Sunday, April 28, 2013

Trail grant is a win for Wallingford

As published in the Record Journal Sunday April 28, 2013

By Mary Mushinsky and Cathy Granucci

Wallingford’s Quinnipiac River Linear Trail is one of the town’s most used outdoor sites, even in its incomplete state. As is true for other town trails, completing the 6.7 mile project in Wallingford is a major effort, so supporters are doing it in phases.

With Phase III permits nearing completion, and funds already raised, bidding and construction will soon proceed to take the trail another 1.25 mile from the tunnel under the Wilbur Cross Parkway to Fireworks Island and Yalesville. The two sides of Wallingford will be linked in a safe, traffic-free manner for walkers and bicyclists. Now we have a federally funded opportunity to build another phase: the connection from the riverside trail to the Wallingford Senior Center, S.C.O.W., and Washington Street neighborhood.

This opportunity is in the form of a million dollar federal grant through the regional Council of Governments. The project received the highest score among all the competing projects in the South Central Connecticut region. It ranked number one, meaning that the federal dollars designated for alternative transportation will go to Wallingford’s project first. Yet former town councilor Mike Brodinsky questioned the project’s funding in his opinion of April 21st. Having won the competition, why should we decline our top-ranked grant and allow another town to claim these funds? The grant process requires the town to appropriate the $1 million in its budget in order to be reimbursed.
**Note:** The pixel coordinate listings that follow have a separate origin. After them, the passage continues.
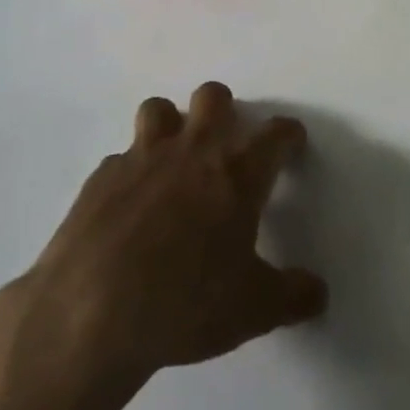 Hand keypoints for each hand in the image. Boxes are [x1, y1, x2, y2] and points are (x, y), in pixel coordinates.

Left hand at [0, 84, 326, 396]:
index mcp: (236, 172)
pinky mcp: (101, 176)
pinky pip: (121, 157)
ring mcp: (142, 157)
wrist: (90, 313)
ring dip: (171, 126)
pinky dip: (131, 173)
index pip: (275, 134)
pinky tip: (128, 208)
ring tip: (172, 163)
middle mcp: (192, 150)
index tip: (292, 144)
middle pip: (213, 96)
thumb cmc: (185, 304)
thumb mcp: (253, 311)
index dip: (288, 135)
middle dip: (224, 110)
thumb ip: (293, 296)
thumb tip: (319, 292)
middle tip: (225, 147)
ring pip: (160, 109) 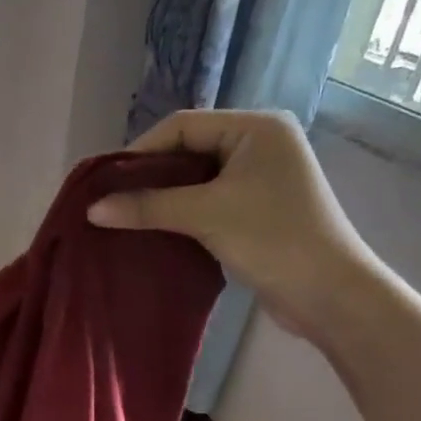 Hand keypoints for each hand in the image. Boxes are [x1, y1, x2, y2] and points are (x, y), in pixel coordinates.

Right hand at [86, 109, 380, 338]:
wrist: (329, 293)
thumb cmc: (272, 239)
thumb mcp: (205, 215)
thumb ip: (148, 207)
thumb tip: (92, 209)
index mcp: (256, 127)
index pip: (183, 126)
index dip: (140, 152)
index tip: (105, 183)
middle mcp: (260, 144)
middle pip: (189, 151)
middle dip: (150, 177)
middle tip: (112, 202)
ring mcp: (261, 179)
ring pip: (197, 180)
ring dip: (164, 199)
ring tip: (126, 218)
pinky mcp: (258, 211)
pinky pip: (209, 203)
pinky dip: (182, 215)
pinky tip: (156, 232) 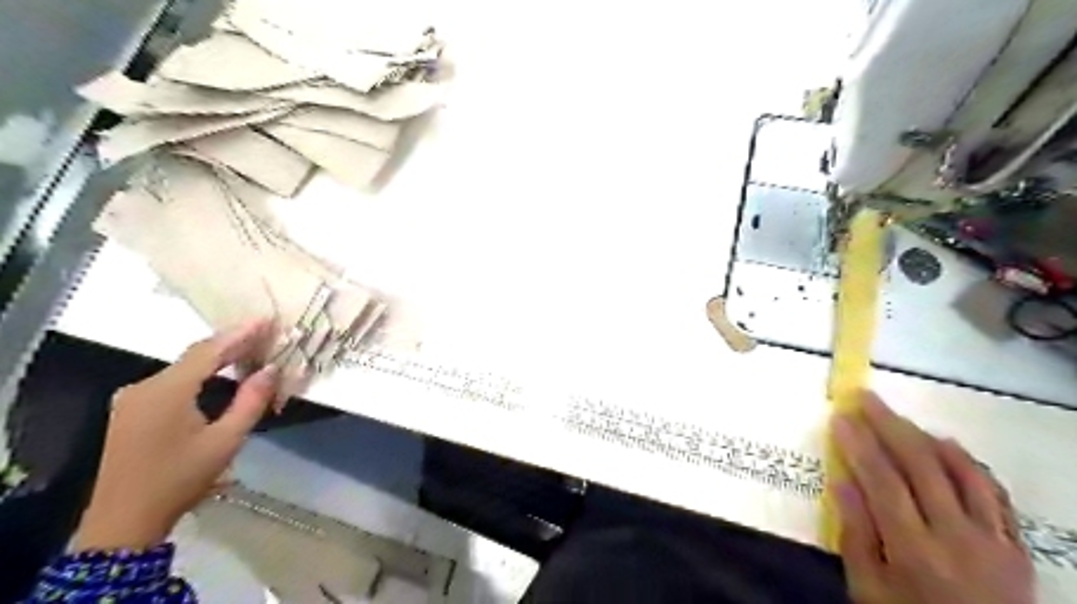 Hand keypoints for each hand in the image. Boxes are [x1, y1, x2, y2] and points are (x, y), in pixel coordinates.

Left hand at [73, 321, 276, 551]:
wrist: (123, 521)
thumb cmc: (180, 479)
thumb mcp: (225, 441)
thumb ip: (251, 400)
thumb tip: (272, 369)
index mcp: (166, 391)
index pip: (208, 350)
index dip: (240, 333)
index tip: (267, 319)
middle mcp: (144, 386)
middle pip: (195, 355)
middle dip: (232, 344)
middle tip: (266, 334)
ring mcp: (133, 398)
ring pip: (183, 368)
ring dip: (218, 359)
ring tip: (251, 352)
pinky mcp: (131, 410)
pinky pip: (172, 381)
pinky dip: (201, 374)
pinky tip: (221, 376)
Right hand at [831, 393, 1034, 603]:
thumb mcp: (867, 589)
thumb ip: (855, 533)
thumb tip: (842, 481)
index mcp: (913, 550)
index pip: (882, 481)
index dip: (860, 444)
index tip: (841, 417)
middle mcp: (957, 537)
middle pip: (921, 466)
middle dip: (890, 426)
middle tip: (867, 398)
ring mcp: (993, 540)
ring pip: (962, 473)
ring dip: (927, 437)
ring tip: (902, 418)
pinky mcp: (1016, 546)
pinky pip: (995, 494)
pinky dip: (970, 464)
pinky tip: (950, 446) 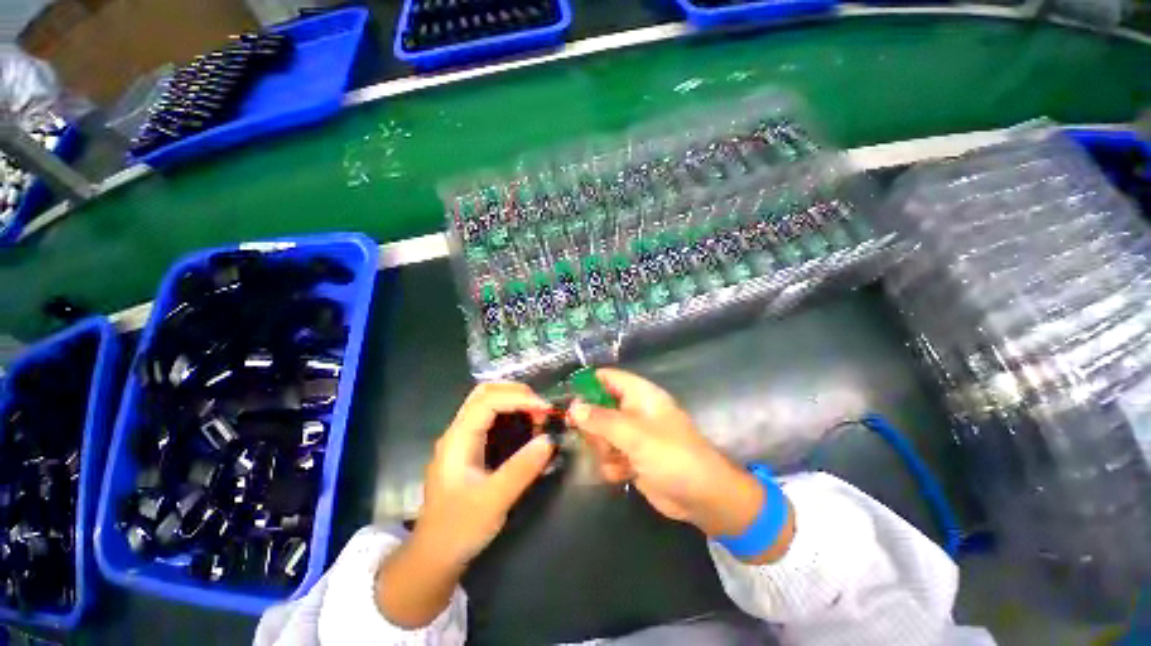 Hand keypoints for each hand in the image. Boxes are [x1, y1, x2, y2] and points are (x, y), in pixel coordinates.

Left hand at [377, 382, 553, 627]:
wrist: (433, 556)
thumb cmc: (459, 529)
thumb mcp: (494, 501)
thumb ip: (522, 469)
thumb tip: (549, 440)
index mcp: (458, 439)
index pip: (488, 400)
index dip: (519, 398)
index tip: (545, 409)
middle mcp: (458, 431)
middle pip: (485, 392)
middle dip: (516, 393)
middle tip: (542, 407)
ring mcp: (462, 438)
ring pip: (488, 402)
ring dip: (514, 401)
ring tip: (538, 416)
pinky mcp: (470, 447)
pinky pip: (491, 418)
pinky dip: (512, 413)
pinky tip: (527, 427)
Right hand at [569, 368, 793, 561]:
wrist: (702, 498)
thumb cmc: (672, 456)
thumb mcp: (635, 435)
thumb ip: (601, 420)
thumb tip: (573, 406)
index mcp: (639, 395)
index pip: (608, 378)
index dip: (587, 384)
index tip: (566, 399)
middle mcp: (634, 411)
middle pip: (598, 408)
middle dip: (593, 427)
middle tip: (597, 440)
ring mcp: (632, 435)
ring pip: (600, 434)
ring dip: (602, 450)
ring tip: (617, 459)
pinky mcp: (631, 457)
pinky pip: (608, 455)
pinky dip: (611, 465)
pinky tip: (623, 474) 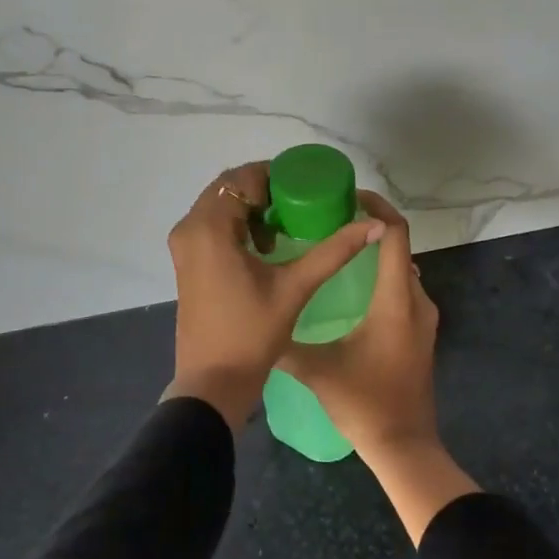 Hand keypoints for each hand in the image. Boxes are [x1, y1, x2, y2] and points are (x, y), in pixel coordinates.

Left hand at [165, 160, 383, 430]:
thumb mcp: (296, 286)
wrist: (213, 382)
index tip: (306, 185)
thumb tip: (375, 224)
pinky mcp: (185, 261)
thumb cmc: (252, 333)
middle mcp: (189, 228)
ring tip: (286, 227)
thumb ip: (334, 251)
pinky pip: (212, 225)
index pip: (242, 178)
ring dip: (252, 209)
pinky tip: (266, 248)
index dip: (275, 175)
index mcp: (209, 227)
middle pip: (229, 188)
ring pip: (219, 206)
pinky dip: (237, 225)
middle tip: (301, 204)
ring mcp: (183, 245)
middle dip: (265, 191)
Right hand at [280, 193, 476, 542]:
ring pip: (401, 269)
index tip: (348, 197)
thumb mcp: (317, 369)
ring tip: (337, 248)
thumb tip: (255, 323)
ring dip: (376, 253)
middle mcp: (417, 300)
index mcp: (396, 299)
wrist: (405, 447)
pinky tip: (351, 288)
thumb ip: (285, 343)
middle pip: (399, 246)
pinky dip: (382, 276)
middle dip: (370, 226)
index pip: (394, 234)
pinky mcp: (420, 334)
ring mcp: (423, 318)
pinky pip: (404, 289)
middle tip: (331, 220)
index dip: (376, 208)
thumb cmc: (364, 403) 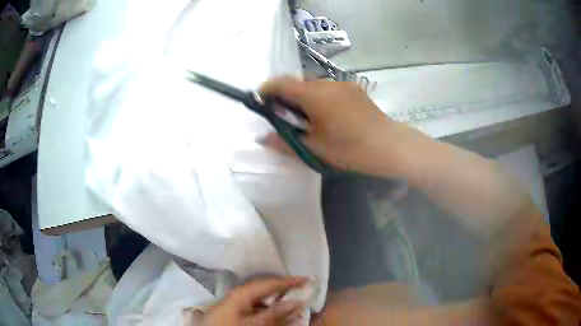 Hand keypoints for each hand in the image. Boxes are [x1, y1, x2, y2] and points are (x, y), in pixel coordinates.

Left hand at [202, 276, 307, 325]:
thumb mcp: (253, 323)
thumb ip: (274, 313)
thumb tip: (296, 301)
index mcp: (242, 293)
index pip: (270, 283)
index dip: (289, 281)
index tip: (307, 279)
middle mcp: (239, 294)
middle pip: (265, 289)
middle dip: (284, 290)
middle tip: (302, 290)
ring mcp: (235, 302)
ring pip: (261, 299)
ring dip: (277, 303)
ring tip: (292, 305)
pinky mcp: (234, 310)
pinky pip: (255, 307)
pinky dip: (267, 310)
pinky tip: (274, 314)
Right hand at [260, 78, 421, 175]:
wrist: (389, 146)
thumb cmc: (350, 149)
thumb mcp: (315, 149)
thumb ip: (285, 142)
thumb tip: (263, 138)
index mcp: (314, 95)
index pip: (281, 83)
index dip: (267, 89)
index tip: (260, 100)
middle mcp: (327, 83)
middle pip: (298, 83)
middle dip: (285, 95)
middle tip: (284, 116)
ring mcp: (343, 85)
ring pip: (314, 85)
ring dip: (304, 97)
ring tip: (308, 119)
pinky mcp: (354, 90)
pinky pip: (329, 89)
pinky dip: (319, 98)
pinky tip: (327, 116) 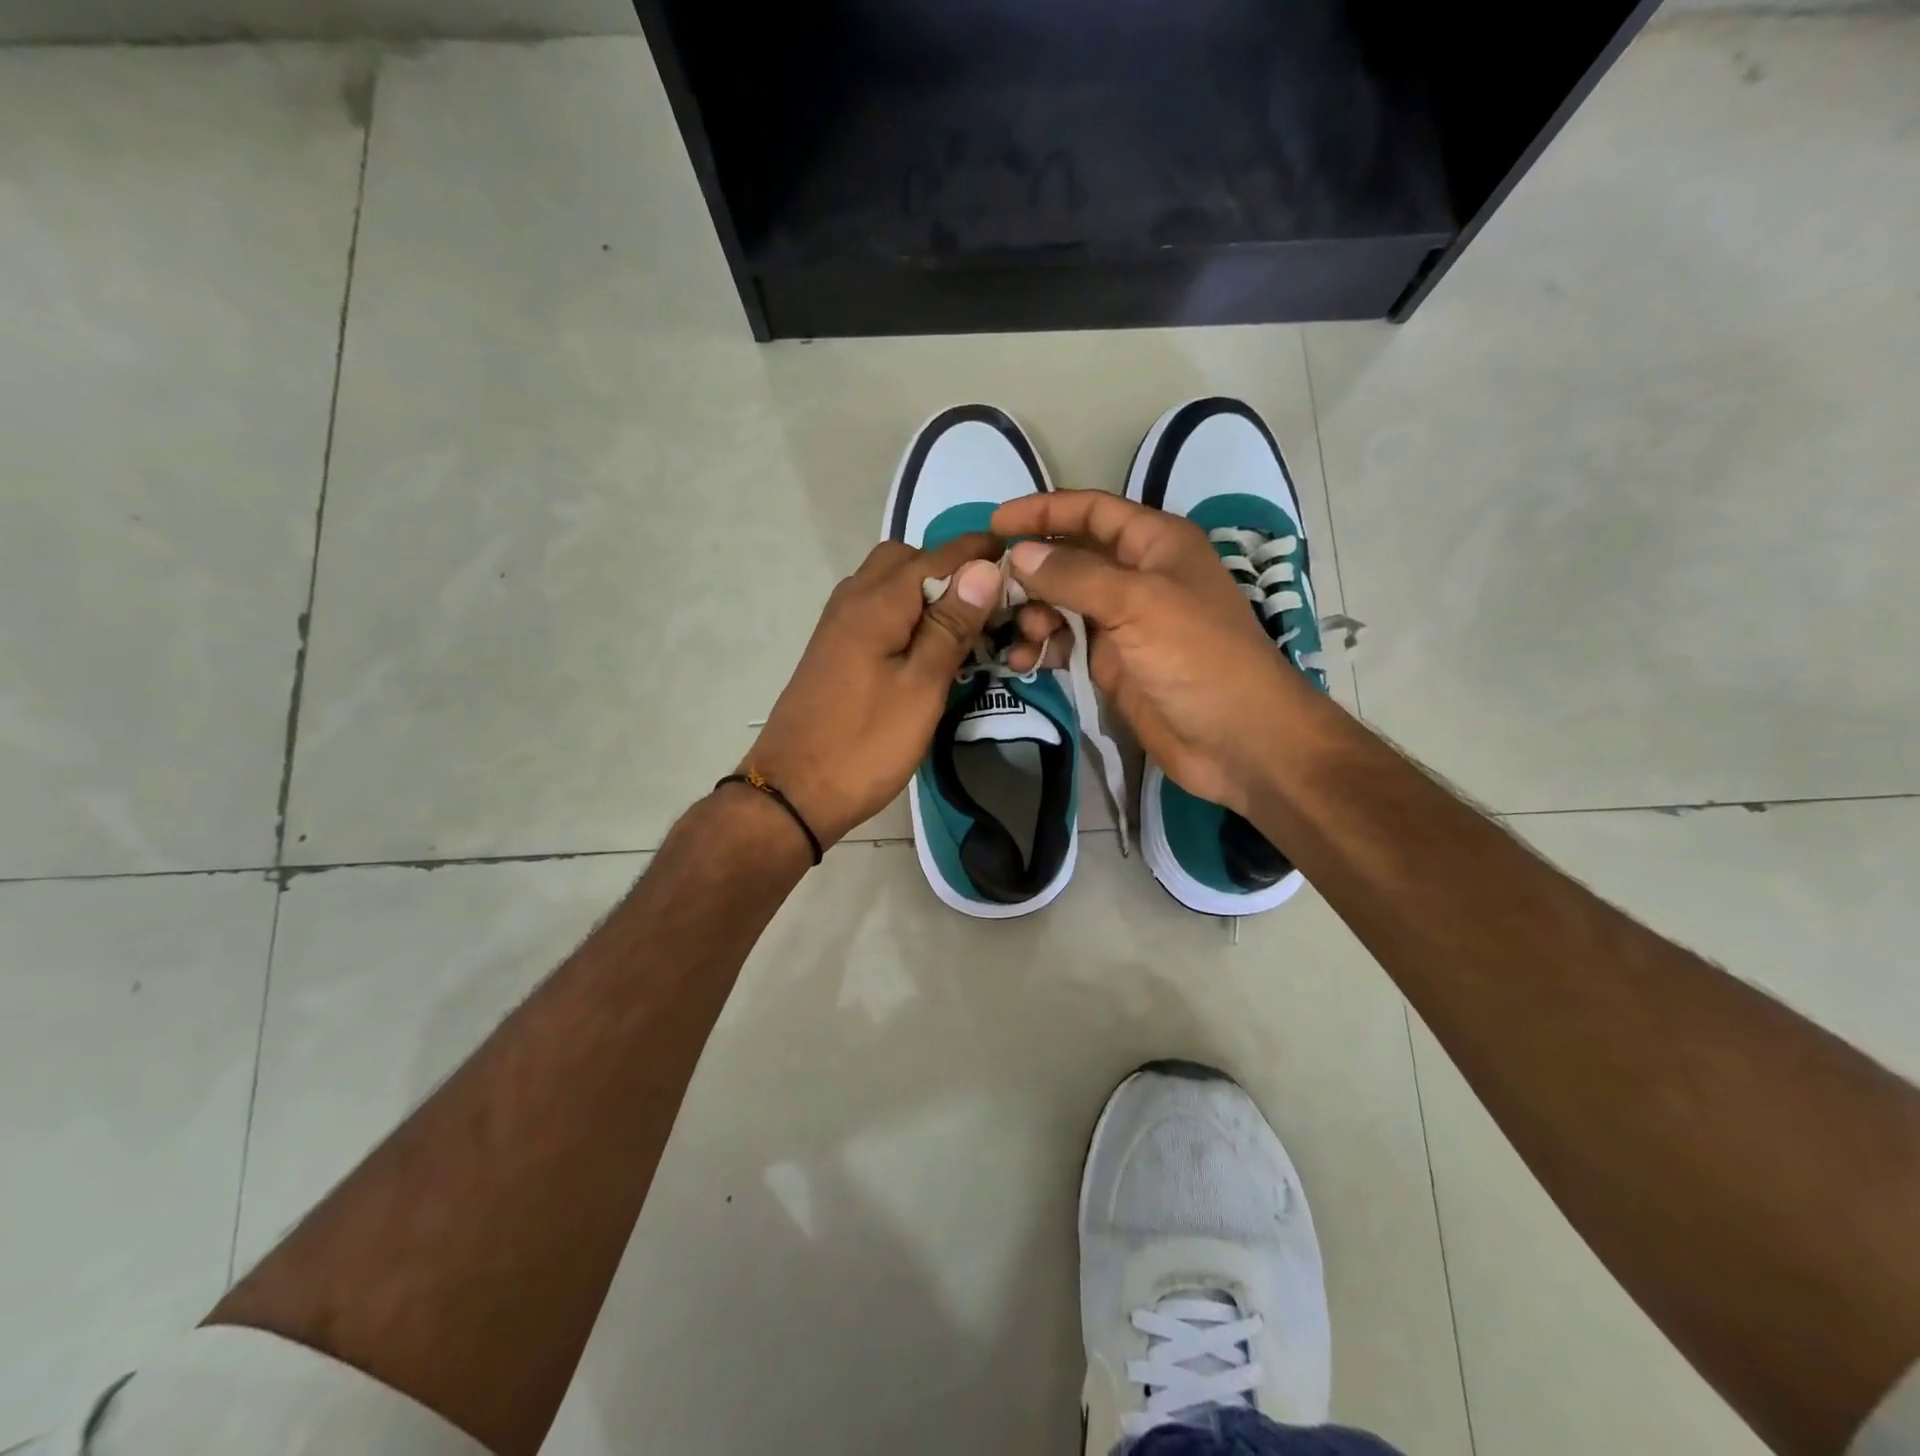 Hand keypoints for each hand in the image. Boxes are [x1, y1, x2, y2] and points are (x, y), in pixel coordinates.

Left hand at [745, 534, 1003, 847]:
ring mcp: (839, 625)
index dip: (981, 552)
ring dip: (926, 592)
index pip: (939, 555)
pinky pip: (877, 610)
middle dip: (950, 570)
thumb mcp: (921, 687)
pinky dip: (906, 613)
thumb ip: (950, 626)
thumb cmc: (865, 744)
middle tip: (986, 606)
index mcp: (877, 602)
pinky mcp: (835, 650)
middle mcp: (853, 599)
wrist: (794, 792)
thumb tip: (982, 568)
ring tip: (963, 628)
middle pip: (907, 558)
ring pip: (888, 583)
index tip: (1020, 561)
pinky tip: (927, 647)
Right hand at [991, 490, 1310, 815]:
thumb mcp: (1137, 603)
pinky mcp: (1112, 665)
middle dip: (1032, 570)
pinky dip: (1043, 649)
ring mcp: (1123, 624)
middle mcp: (1137, 577)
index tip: (995, 523)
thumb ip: (1074, 575)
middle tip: (991, 591)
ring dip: (1034, 615)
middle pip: (1071, 558)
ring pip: (1062, 605)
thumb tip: (1018, 555)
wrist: (1237, 740)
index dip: (1044, 511)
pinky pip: (1066, 645)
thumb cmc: (1197, 657)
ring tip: (1021, 636)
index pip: (1092, 511)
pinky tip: (1023, 663)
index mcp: (1155, 544) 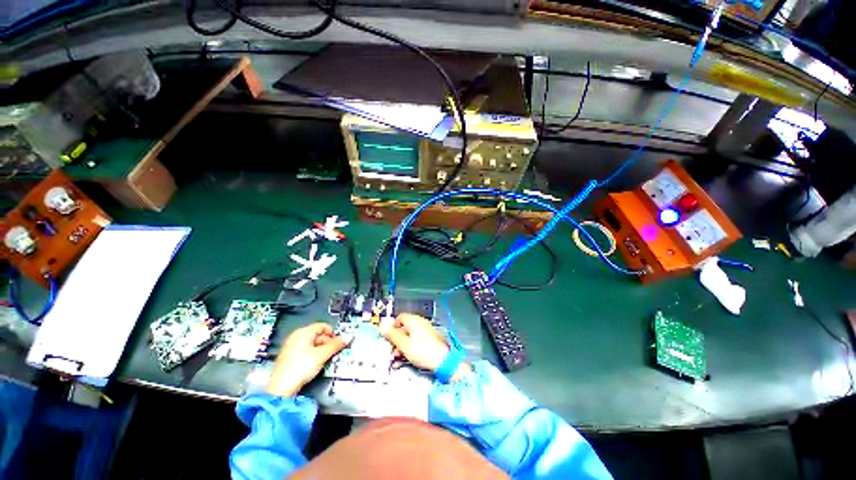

The opinion piece questions the combination of senior center trail and Hall Avenue improvements. Hall Avenue funds are already in the town budget. While at first linking the two projects seemed unusual, in practice the combination made sense to the grant funders. First, there is an overlap in the physical work, as a new Hall Avenue paved walk will become part of the senior center trail, providing safe access to the senior center, S.C.O.W. and the densely populated Washington Street neighborhood. The paved walkway will replace an existing, intermittent sidewalk. Second, the project will allow people to move safely around the south perimeter of Community Lake. Third, ornamental lights, street trees and brickwork will enhance Route 150, one of the entrances to downtown Wallingford.

The senior center connection is a phase of the linear trail that links population centers to the rest of the trail. Trails are known to contribute to an increase in community health and fitness, and are crucial to reducing hypertension, anxiety, depression and diabetes, saving health costs.

This project was planned prior to the recession. Now, when money is tighter, Wallingford has the good fortune of coming in first in a regional competition for federal alternative transportation funds. It would truly be an unforgivable mistake to decline a $1 million grant, which would be eagerly welcomed by another municipality with a lower ranked project.

Rep. Mary Mushinsky and Cathy Granucci are co-chairs of the Quinnipiac River Linear Trail Advisory Committee.